Effect of water-sediment regulation operation on sediment grain size and nutrient content in the lower Yellow River

The Yellow River (YR) is famous for its high sediment concentration. The Xiaolangdi dam (XLD), the most downstream dam on the mainstream of the YR, plays an integral role in siltation mitigation, flood defence, agriculture, and hydropower generation. To alleviate siltation of the Xiaolangdi Reservoir (XLDR) and riverbed uplift of the lower reaches of the YR and strengthen flood control safety downstream, the XLDR began to implement water-sediment regulation in 2002. Water-sediment regulation (WSR) has significantly changed the hydrological processes, erosion and deposition, and sediment transport in the downstream channel, and the downstream water environmental conditions have also changed. In this study, 10 sections in the Lower Yellow River (LYR, from the XLDR to the Lijin section) and 4 sections in the soft floodplain area were sampled in the field to analyse their surface sediment grain size composition and nutrient content.
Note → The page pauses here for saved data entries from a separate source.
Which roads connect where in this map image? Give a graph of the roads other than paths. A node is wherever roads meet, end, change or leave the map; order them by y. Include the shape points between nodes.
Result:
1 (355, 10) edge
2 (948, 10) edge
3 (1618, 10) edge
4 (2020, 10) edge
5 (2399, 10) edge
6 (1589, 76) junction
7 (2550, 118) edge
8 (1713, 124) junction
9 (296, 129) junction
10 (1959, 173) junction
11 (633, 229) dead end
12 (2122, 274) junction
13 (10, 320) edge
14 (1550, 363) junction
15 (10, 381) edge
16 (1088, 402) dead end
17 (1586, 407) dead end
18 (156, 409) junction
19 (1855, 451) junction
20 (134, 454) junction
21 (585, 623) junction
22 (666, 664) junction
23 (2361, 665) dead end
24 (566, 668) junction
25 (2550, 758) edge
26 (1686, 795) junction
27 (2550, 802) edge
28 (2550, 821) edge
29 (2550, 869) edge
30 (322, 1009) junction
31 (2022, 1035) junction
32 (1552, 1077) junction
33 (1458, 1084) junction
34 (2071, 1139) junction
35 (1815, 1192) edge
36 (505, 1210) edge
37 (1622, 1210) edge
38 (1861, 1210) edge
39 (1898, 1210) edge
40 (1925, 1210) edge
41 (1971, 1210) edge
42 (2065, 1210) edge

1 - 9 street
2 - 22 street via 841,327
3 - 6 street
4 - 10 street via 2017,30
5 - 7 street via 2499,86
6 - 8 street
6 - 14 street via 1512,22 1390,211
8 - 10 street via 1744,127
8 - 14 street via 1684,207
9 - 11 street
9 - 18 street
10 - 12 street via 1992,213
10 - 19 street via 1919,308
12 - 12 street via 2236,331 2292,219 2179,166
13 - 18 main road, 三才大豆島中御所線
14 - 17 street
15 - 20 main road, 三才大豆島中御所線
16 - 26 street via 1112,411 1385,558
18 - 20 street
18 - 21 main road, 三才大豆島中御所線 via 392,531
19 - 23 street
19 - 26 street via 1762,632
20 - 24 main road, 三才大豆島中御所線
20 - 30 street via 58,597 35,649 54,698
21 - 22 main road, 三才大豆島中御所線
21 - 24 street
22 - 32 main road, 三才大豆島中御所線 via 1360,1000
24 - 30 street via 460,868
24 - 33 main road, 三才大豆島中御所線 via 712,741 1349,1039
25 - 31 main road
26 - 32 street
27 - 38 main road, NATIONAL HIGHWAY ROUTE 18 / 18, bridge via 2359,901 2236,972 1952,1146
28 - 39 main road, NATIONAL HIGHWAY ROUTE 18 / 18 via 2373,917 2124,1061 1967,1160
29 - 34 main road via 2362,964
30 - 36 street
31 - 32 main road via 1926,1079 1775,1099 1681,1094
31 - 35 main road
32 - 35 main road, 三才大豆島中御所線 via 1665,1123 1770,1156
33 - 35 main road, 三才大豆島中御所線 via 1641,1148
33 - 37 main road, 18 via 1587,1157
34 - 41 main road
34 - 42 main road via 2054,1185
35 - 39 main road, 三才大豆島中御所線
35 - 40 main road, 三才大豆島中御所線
At the same time, data on the average annual median particle sizes (D50) of channel sediments and suspended particles in 7 typical sections in the LYR from 2004 to 2015 were statistically analysed. The results show that the channel sediment grain size in the LYR decreased along the river course, and the D50 ranged from 0.20 mm in the HYK section to 0.08 mm in the LJ section. Moreover the D50 of the suspended sediment was less than 0.05 mm. The D50 of the channel and suspended sediment were both ranked as follows: non-flood season > flood season > WSR period. After WSR, fine silt particles with diameters of 0.01–0.05 mm were deposited on the soft floodplain. The channel sediment size was mainly coarse particles with diameters of 0.05–0.20 mm due to channel erosion. The suspension of fine silt particles due to flood scouring led to the total organic carbon (TOC) and total nitrogen (TN) absorbed in the particles to also be resuspended in the water. As a result, the TOC and TN contents in the channel sediments decreased by approximately 40% after WSR.